В тёмном углу за двухэтажной кроватью шевельнулась чья-то тень, и Петер почувствовал, как холодные мурашки побежали у него по коже. Он хотел позвать папу, но не мог издать ни звука. Он чувствовал себя как Нео в первом фильме «Матрицы», когда у него исчез рот, как будто его никогда и не было на лице. Петера парализовал ужас. Он был уверен, что в квартиру проникли воры и одного из них он застал в своей комнате. А преступник, которого застали на месте преступления, иногда оказывается очень жестоким, пытаясь спастись. Петер смотрел фильмы, в которых грабители даже убивали хозяев, если те заставали их врасплох.
Однако тень не совершала никаких угрожающих действий и к тому же оказалась довольно маленькой. Ростом с Петера, нет, даже меньше, скорее, ростом с Себа.
– Ты китаец? – так же негромко спросил Петер.
– Почему китаец? – удивилась тень.
– Китайцы такие маленькие. Они гораздо ниже, чем мы.
– Во-первых, китайцы бывают разные, – задумчиво произнесла тень. – Во-вторых… нет, я не китаец.
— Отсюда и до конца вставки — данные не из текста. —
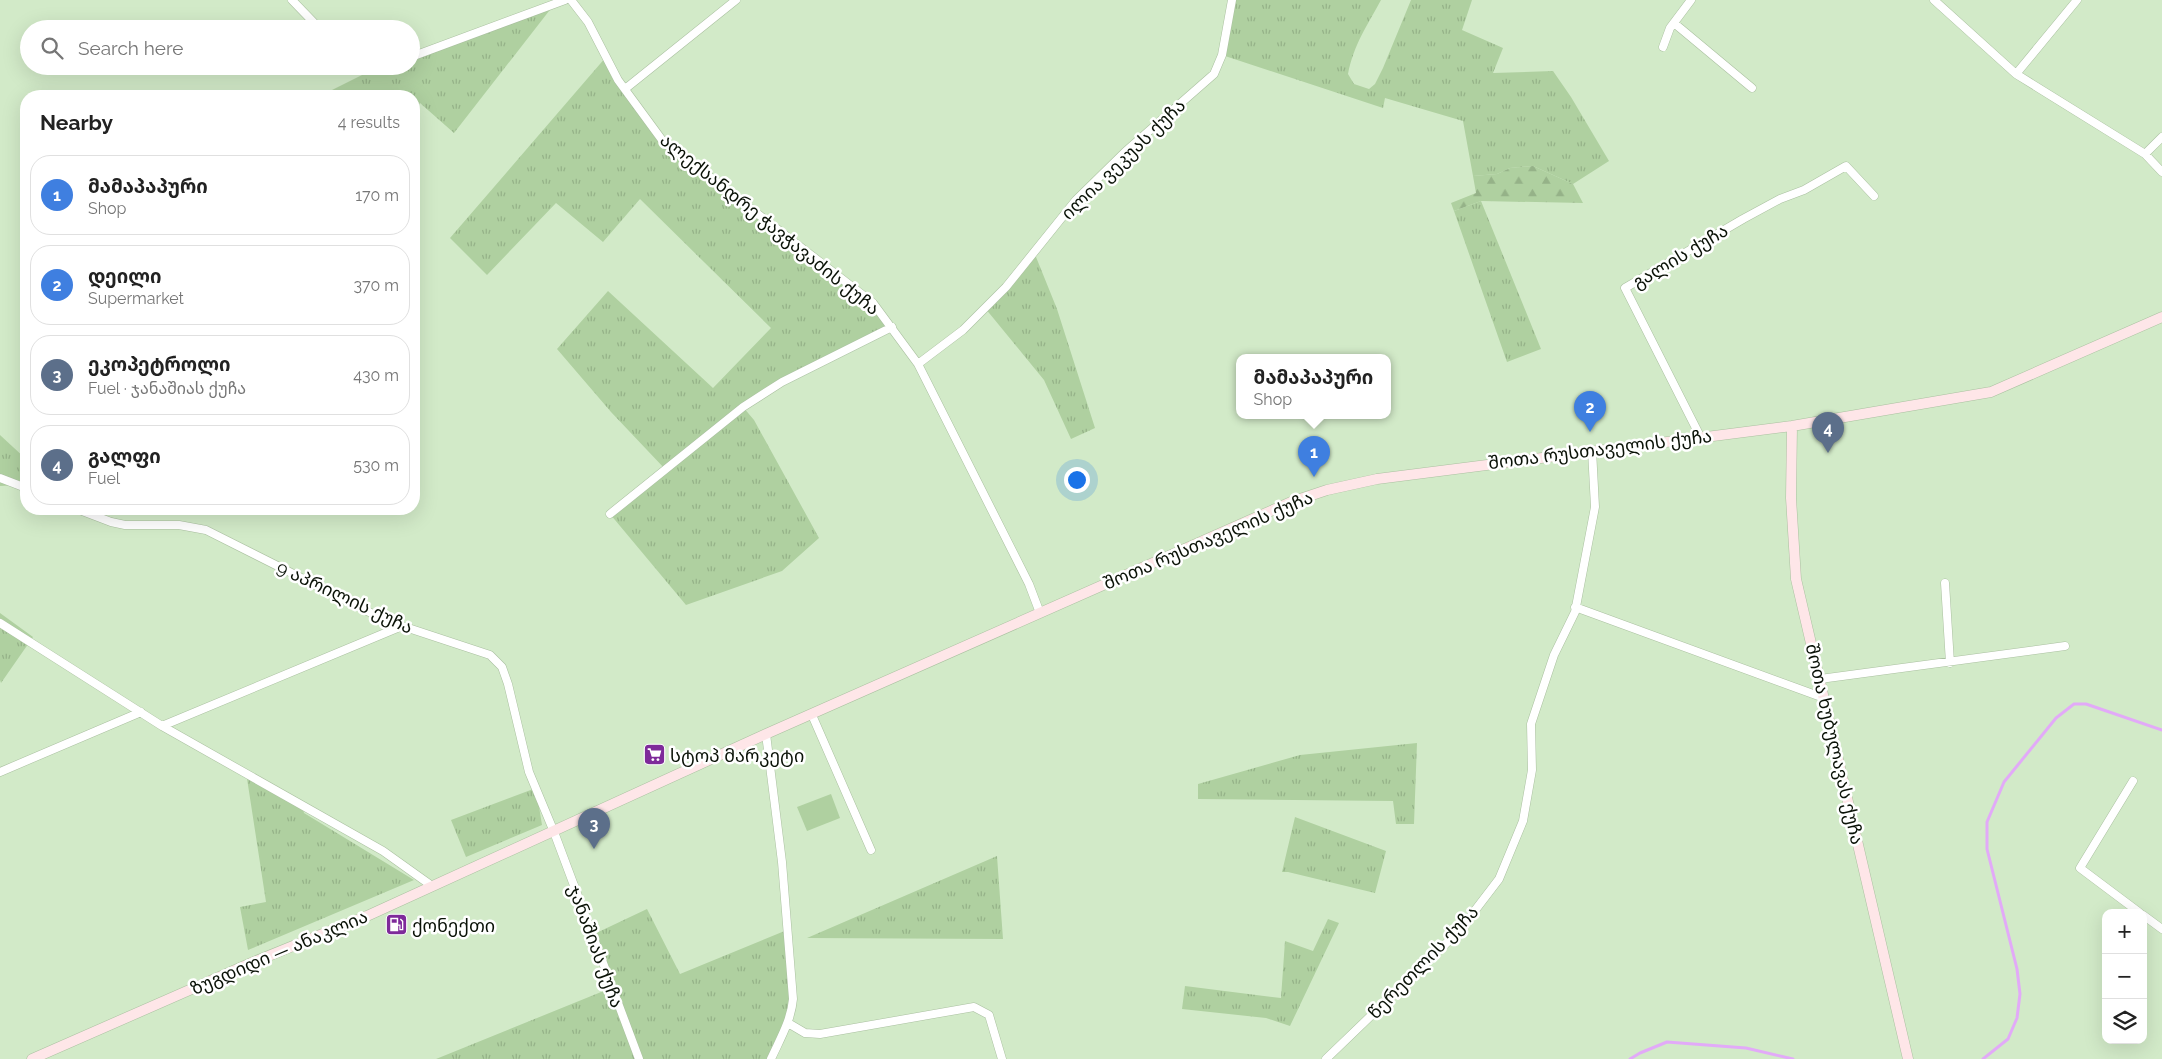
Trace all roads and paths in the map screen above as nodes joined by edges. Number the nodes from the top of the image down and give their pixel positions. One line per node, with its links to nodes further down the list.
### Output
1 (292, 0): 9 (street)
2 (565, 0): 12 (street)
3 (571, 0): 15 (street, ალექსანდრე ჭავჭავაძის ქუჩა)
4 (736, 0): 15 (street)
5 (1232, 0): 22 (street, ილია ვეკუას ქუჩა)
6 (1691, 0): 10 (street)
7 (1934, 0): 13 (street)
8 (2077, 0): 13 (street)
9 (311, 20)
10 (1674, 23): 11 (street); 14 (street)
11 (1663, 47)
12 (420, 54)
13 (2016, 74): 17 (street)
14 (1752, 88)
15 (625, 89): 21 (street, ალექსანდრე ჭავჭავაძის ქუჩა)
16 (2162, 137): 17 (street)
17 (2146, 154): 18 (street)
18 (2162, 172)
19 (1874, 196): 24 (street, გალის ქუჩა)
20 (2162, 318): 23 (main road, შოთა რუსთაველის ქუჩა)
21 (892, 327): 22 (street, ალექსანდრე ჭავჭავაძის ქუჩა); 28 (street)
22 (918, 364): 32 (street, ალექსანდრე ჭავჭავაძის ქუჩა)
23 (1792, 426): 24 (main road, შოთა რუსთაველის ქუჩა); 37 (main road, შოთა ხუბულავას ქუჩა)
24 (1700, 436): 25 (main road, შოთა რუსთაველის ქუჩა)
25 (1592, 450): 31 (street, წერეთლის ქუჩა); 32 (main road, შოთა რუსთაველის ქუჩა)
26 (0, 478): 27 (street)
27 (20, 486)
28 (610, 514)
29 (93, 515): 34 (street, 9 აპრილის ქუჩა)
30 (1945, 583): 36 (street)
31 (1576, 607): 38 (street); 56 (street, წერეთლის ქუჩა)
32 (1040, 613): 40 (main road, შოთა რუსთაველის ქუჩა)
33 (0, 623): 39 (street)
34 (402, 626): 41 (street); 45 (street, 9 აპრილის ქუჩა)
35 (2065, 646): 36 (street)
36 (1950, 663): 37 (street)
37 (1820, 679): 38 (main road, შოთა ხუბულავას ქუჩა)
38 (1824, 698): 57 (main road, შოთა ხუბულავას ქუჩა)
39 (141, 712): 41 (street); 43 (street)
40 (812, 714): 42 (main road, შოთა რუსთაველის ქუჩა); 46 (street)
41 (162, 726): 47 (street)
42 (766, 734): 45 (main road, შოთა რუსთაველის ქუჩა); 51 (street)
43 (0, 772)
44 (2133, 781): 48 (street)
45 (554, 832): 47 (main road, ზუგდიდი — ანაკლია); 53 (street, ჯანაშიას ქუჩა)
46 (871, 850)
47 (432, 886): 52 (main road, ზუგდიდი — ანაკლია)
48 (2135, 909)
49 (2147, 918): 50 (street)
50 (2162, 929)
51 (788, 1023): 54 (street); 55 (street)
52 (32, 1059)
53 (639, 1059)
54 (771, 1059)
55 (1002, 1059)
56 (1326, 1059)
57 (1908, 1059)

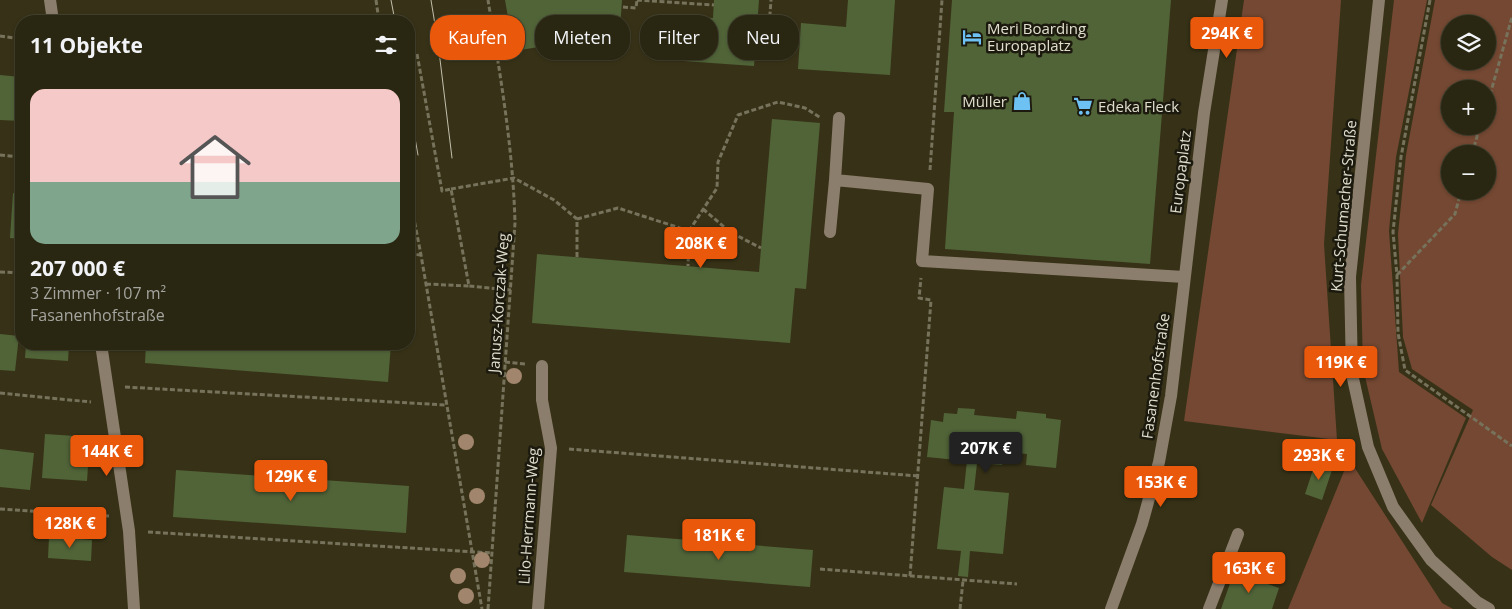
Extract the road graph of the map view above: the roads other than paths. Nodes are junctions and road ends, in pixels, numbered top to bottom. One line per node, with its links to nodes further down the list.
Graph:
1 (50, 0): 4 (street)
2 (1222, 0): 7 (street, Europaplatz)
3 (1378, 0): 17 (street, Kurt-Schumacher-Straße)
4 (52, 15)
5 (839, 124): 6 (street)
6 (834, 180): 8 (street); 9 (street)
7 (1190, 230): 9 (street, Fasanenhofstraße)
8 (830, 232)
9 (1184, 277): 15 (street, Fasanenhofstraße)
10 (102, 350): 13 (street)
11 (542, 366): 14 (street, Lilo-Herrmann-Weg)
12 (1238, 534): 16 (street)
13 (134, 609)
14 (538, 609)
15 (1111, 609)
16 (1209, 609)
17 (1489, 609)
Можно сказать, что я, как и ты, скандинав.
– Датчанин?
– Не совсем… – Тень сделала несколько шагов по направлению к Петеру. – Но мои предки из этих мест.
Тень старательно избегала попадать в полосу лунного света, но глаза Петера за это время окончательно привыкли к темноте, и он смог разглядеть невысокого мальчика, очень симпатичного. Тот был одет во всё чёрное, а на щеке у него был какой-то след.
Мальчик проследил за взглядом Петера и ответил на вопрос, который тот не успел задать.
– Это золотая дуга, метка смуков.
– Смуков? – удивлённо спросил Петер. – Это такой народ? Как датчане?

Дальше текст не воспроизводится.